It’s been nearly a day. My time is almost up.

I’ve done everything I can do. I’ve been in charge of Mara for hours now, although my insistence that we keep her alive has been wearing my father’s patience thin.

I keep making up vague reasons why she might be useful so that my father has to go discuss them with his men.

It’s just him and I down here. There are only a couple of small rooms in this basement shelter area.

Every time I think I’m making headway, I get knocked down.

The only small breakthrough I’ve had was when Mara finally woke up and gave me her friend’s number.

All I can do is hope that Casca Scutari, the meathead I spoke with just a few hours ago who seems quite obsessed with her, can get her out of this.

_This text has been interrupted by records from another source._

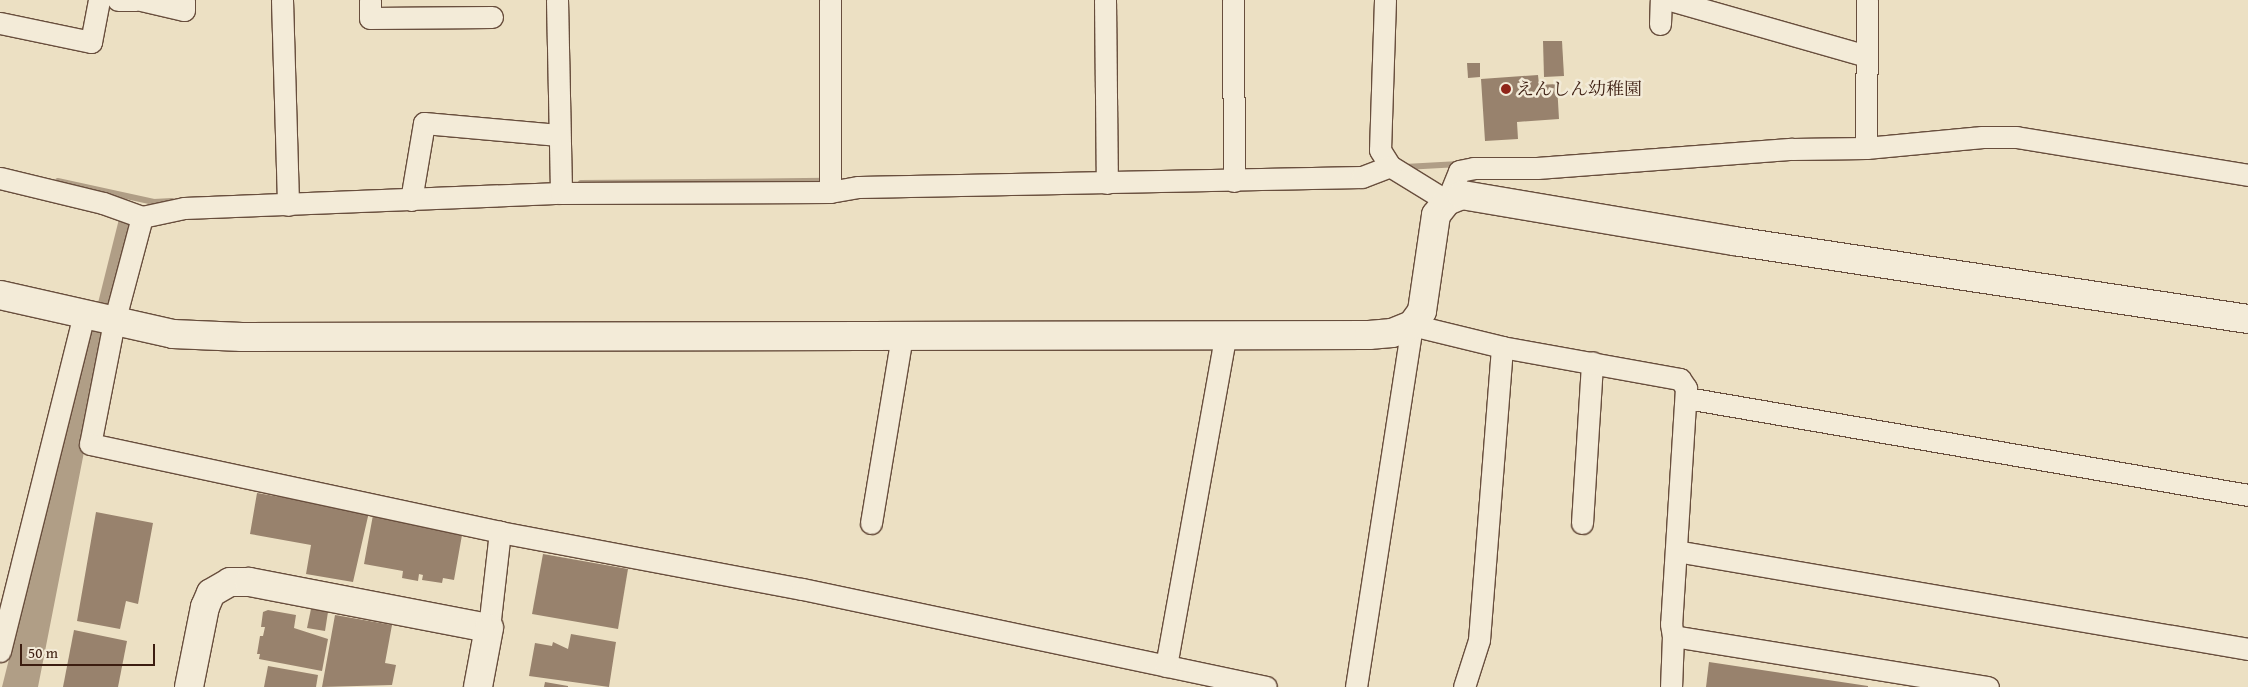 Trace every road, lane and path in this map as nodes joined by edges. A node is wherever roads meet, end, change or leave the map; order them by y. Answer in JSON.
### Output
{"nodes":[{"id":1,"x":99,"y":0,"type":"edge"},
{"id":2,"x":118,"y":0,"type":"edge"},
{"id":3,"x":136,"y":0,"type":"edge"},
{"id":4,"x":141,"y":0,"type":"edge"},
{"id":5,"x":184,"y":0,"type":"edge"},
{"id":6,"x":268,"y":0,"type":"edge"},
{"id":7,"x":282,"y":0,"type":"edge"},
{"id":8,"x":370,"y":0,"type":"edge"},
{"id":9,"x":557,"y":0,"type":"edge"},
{"id":10,"x":830,"y":0,"type":"edge"},
{"id":11,"x":1105,"y":0,"type":"edge"},
{"id":12,"x":1233,"y":0,"type":"edge"},
{"id":13,"x":1385,"y":0,"type":"edge"},
{"id":14,"x":1661,"y":0,"type":"edge"},
{"id":15,"x":1670,"y":0,"type":"edge"},
{"id":16,"x":1867,"y":0,"type":"edge"},
{"id":17,"x":492,"y":17,"type":"dead end"},
{"id":18,"x":0,"y":23,"type":"edge"},
{"id":19,"x":1660,"y":24,"type":"dead end"},
{"id":20,"x":268,"y":29,"type":"dead end"},
{"id":21,"x":1866,"y":56,"type":"junction"},
{"id":22,"x":558,"y":135,"type":"junction"},
{"id":23,"x":1866,"y":148,"type":"junction"},
{"id":24,"x":1390,"y":166,"type":"junction"},
{"id":25,"x":2248,"y":175,"type":"edge"},
{"id":26,"x":0,"y":178,"type":"edge"},
{"id":27,"x":1234,"y":181,"type":"junction"},
{"id":28,"x":1107,"y":183,"type":"junction"},
{"id":29,"x":830,"y":192,"type":"junction"},
{"id":30,"x":561,"y":193,"type":"junction"},
{"id":31,"x":411,"y":200,"type":"junction"},
{"id":32,"x":1447,"y":201,"type":"junction"},
{"id":33,"x":288,"y":204,"type":"junction"},
{"id":34,"x":142,"y":217,"type":"junction"},
{"id":35,"x":0,"y":296,"type":"edge"},
{"id":36,"x":96,"y":317,"type":"junction"},
{"id":37,"x":2248,"y":319,"type":"edge"},
{"id":38,"x":1412,"y":325,"type":"junction"},
{"id":39,"x":902,"y":336,"type":"junction"},
{"id":40,"x":1225,"y":337,"type":"junction"},
{"id":41,"x":1502,"y":348,"type":"junction"},
{"id":42,"x":1592,"y":362,"type":"junction"},
{"id":43,"x":1687,"y":398,"type":"junction"},
{"id":44,"x":2248,"y":495,"type":"edge"},
{"id":45,"x":871,"y":523,"type":"dead end"},
{"id":46,"x":1582,"y":523,"type":"dead end"},
{"id":47,"x":500,"y":532,"type":"junction"},
{"id":48,"x":1676,"y":551,"type":"junction"},
{"id":49,"x":489,"y":628,"type":"junction"},
{"id":50,"x":1674,"y":636,"type":"junction"},
{"id":51,"x":2248,"y":649,"type":"edge"},
{"id":52,"x":0,"y":651,"type":"edge"},
{"id":53,"x":1166,"y":666,"type":"junction"},
{"id":54,"x":189,"y":687,"type":"edge"},
{"id":55,"x":478,"y":687,"type":"edge"},
{"id":56,"x":1266,"y":687,"type":"edge"},
{"id":57,"x":1356,"y":687,"type":"edge"},
{"id":58,"x":1464,"y":687,"type":"edge"},
{"id":59,"x":1671,"y":687,"type":"edge"},
{"id":60,"x":1988,"y":687,"type":"edge"}],
"edges":[{"from":1,"to":18,"type":"street"},
{"from":2,"to":3,"type":"street"},
{"from":4,"to":5,"type":"street"},
{"from":6,"to":20,"type":"street"},
{"from":7,"to":33,"type":"street"},
{"from":8,"to":17,"type":"street"},
{"from":9,"to":22,"type":"street"},
{"from":10,"to":29,"type":"street"},
{"from":11,"to":28,"type":"street"},
{"from":12,"to":27,"type":"street"},
{"from":13,"to":24,"type":"street"},
{"from":14,"to":19,"type":"street"},
{"from":15,"to":21,"type":"street"},
{"from":16,"to":21,"type":"street"},
{"from":21,"to":23,"type":"street"},
{"from":22,"to":30,"type":"street"},
{"from":22,"to":31,"type":"street"},
{"from":23,"to":25,"type":"street"},
{"from":23,"to":32,"type":"street"},
{"from":24,"to":27,"type":"street"},
{"from":24,"to":32,"type":"street"},
{"from":26,"to":34,"type":"street"},
{"from":27,"to":28,"type":"street"},
{"from":28,"to":29,"type":"street"},
{"from":29,"to":30,"type":"street"},
{"from":30,"to":31,"type":"street"},
{"from":31,"to":33,"type":"street"},
{"from":32,"to":37,"type":"street"},
{"from":32,"to":38,"type":"street"},
{"from":33,"to":34,"type":"street"},
{"from":34,"to":36,"type":"street"},
{"from":35,"to":36,"type":"street"},
{"from":36,"to":39,"type":"street"},
{"from":36,"to":47,"type":"street"},
{"from":36,"to":52,"type":"street"},
{"from":38,"to":40,"type":"street"},
{"from":38,"to":41,"type":"street"},
{"from":38,"to":57,"type":"street"},
{"from":39,"to":40,"type":"street"},
{"from":39,"to":45,"type":"street"},
{"from":40,"to":53,"type":"street"},
{"from":41,"to":42,"type":"street"},
{"from":41,"to":58,"type":"street"},
{"from":42,"to":43,"type":"street"},
{"from":42,"to":46,"type":"street"},
{"from":43,"to":44,"type":"street"},
{"from":43,"to":48,"type":"street"},
{"from":47,"to":49,"type":"street"},
{"from":47,"to":53,"type":"street"},
{"from":48,"to":50,"type":"street"},
{"from":48,"to":51,"type":"street"},
{"from":49,"to":54,"type":"street"},
{"from":49,"to":55,"type":"street"},
{"from":50,"to":59,"type":"street"},
{"from":50,"to":60,"type":"street"},
{"from":53,"to":56,"type":"street"}]}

And soon. I’m sure we don’t have much time left here.

That’s when I hear the explosion.

It comes from the other end of the building, away from where we are, but I know who it is. I need Mara to be awake and somewhat alert in case we have to leave quickly. I can’t even believe how much I want to get her out of here.

Would I have done all of this just a month ago? I’m not sure. I might have just let it go. I might have come up with a reason why I needed to leave, or let my father handle it on his own. But now, I’m actively engaged in getting her out of this tiny safe room.

What has changed?

But I know what it is. Before I met Liza, I was a shell of a human being. She’s given me so much: purpose, feelings, a whole sense of self.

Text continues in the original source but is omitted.